MakinaRocksは8月4日、HD Hyundai Heavy Industries向けに、造船工程の中核を担う溶接ロボットの異常検知AIモデルを開発したと発表した。フィジカルAIを活用し、正常時データをベースに構築したうえで、実機12台のデータを反映して精度を高めた。

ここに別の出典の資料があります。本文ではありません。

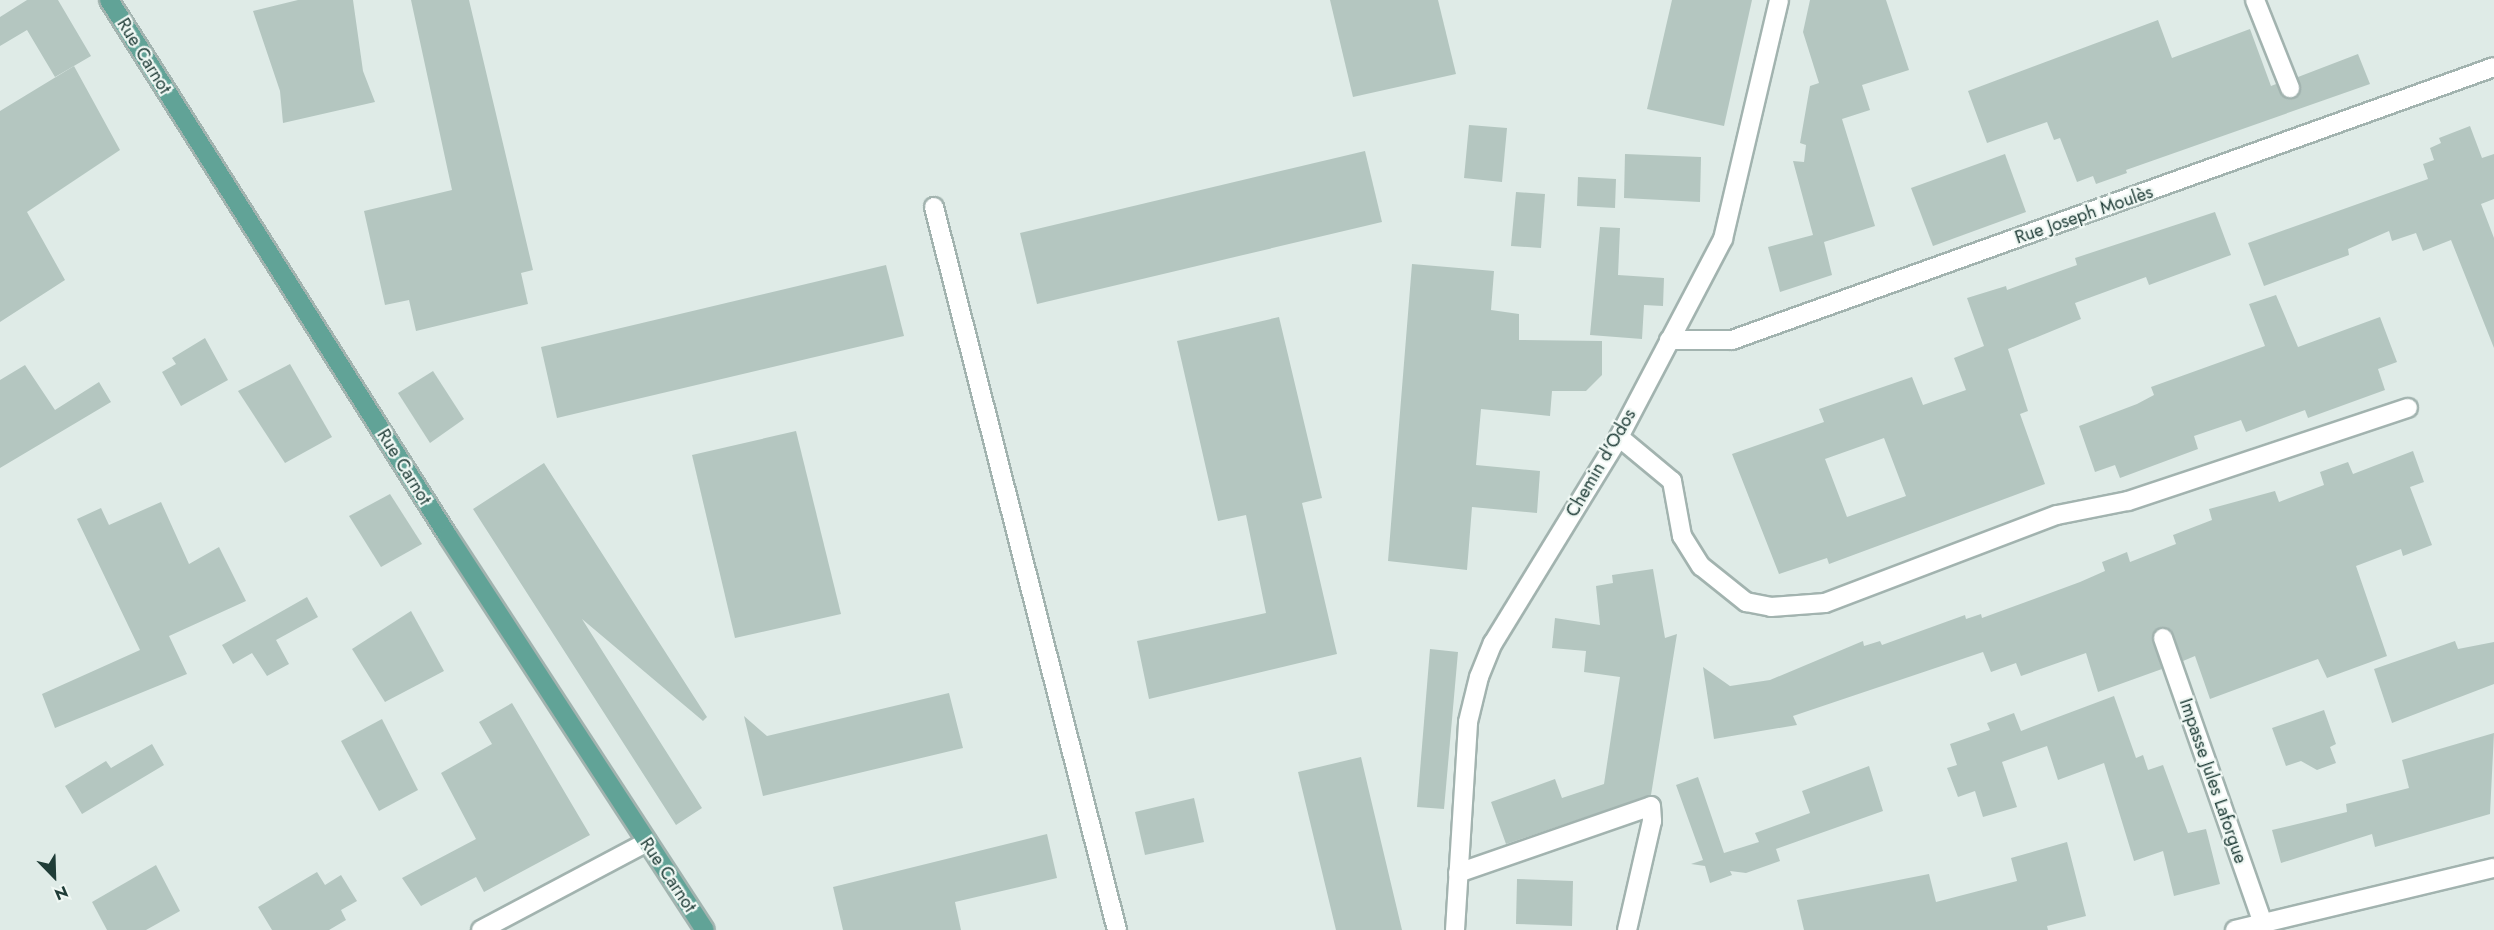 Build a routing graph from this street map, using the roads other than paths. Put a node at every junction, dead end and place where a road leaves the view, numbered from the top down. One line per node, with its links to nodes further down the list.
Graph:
1 (109, 0): 11 (main road, Rue Carnot)
2 (1779, 0): 7 (street, Chemin d'Odos)
3 (2255, 0): 5 (street)
4 (2494, 67): 7 (street, Rue Joseph Moulès)
5 (2290, 88)
6 (934, 207): 17 (street)
7 (1669, 340): 9 (street, Chemin d'Odos)
8 (2408, 408): 9 (street)
9 (1619, 437): 13 (street, Chemin d'Odos)
10 (2163, 638): 14 (street, Impasse Jules Laforgue)
11 (647, 842): 15 (street); 16 (main road, Rue Carnot)
12 (2494, 868): 14 (street)
13 (1458, 873): 18 (street, Chemin d'Odos); 19 (street)
14 (2263, 923): 20 (street)
15 (481, 930)
16 (705, 930)
17 (1117, 930)
18 (1455, 930)
19 (1627, 930)
20 (2235, 930)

今回のプロジェクトは、両社が2025年に締結した「ロボット工程効率化に向けたAI活用に関するMOU」の成果として実現したものだ。造船所の現場へのAIの早期導入を重視したという。
MakinaRocksによると、産業現場では実際の故障履歴データが限られるケースが多い。このため、正常運転データに基づく異常検知の手法を採用した。まず実験棟のデータを分析し、溶接ロボットで見られる主な異常兆候の発生要因やパターンを洗い出した。
その後、実際の造船所で稼働する溶接ロボット12台の実データを使い、モデルの精度を高めた。
MakinaRocksのユン・ソンホ代表は、「ロボットを含む産業現場では、物理資産データの制約を乗り越えてAIを現場で機能させる『フィジカルAI』が、グローバル製造業にとって避けて通れない技術トレンドになっている」とコメントした。
そのうえで、「HD Hyundai Heavy Industriesとの協業を通じて、造船現場で幅広く活用できるフィジカルAI技術の方向性を示したい」と述べた。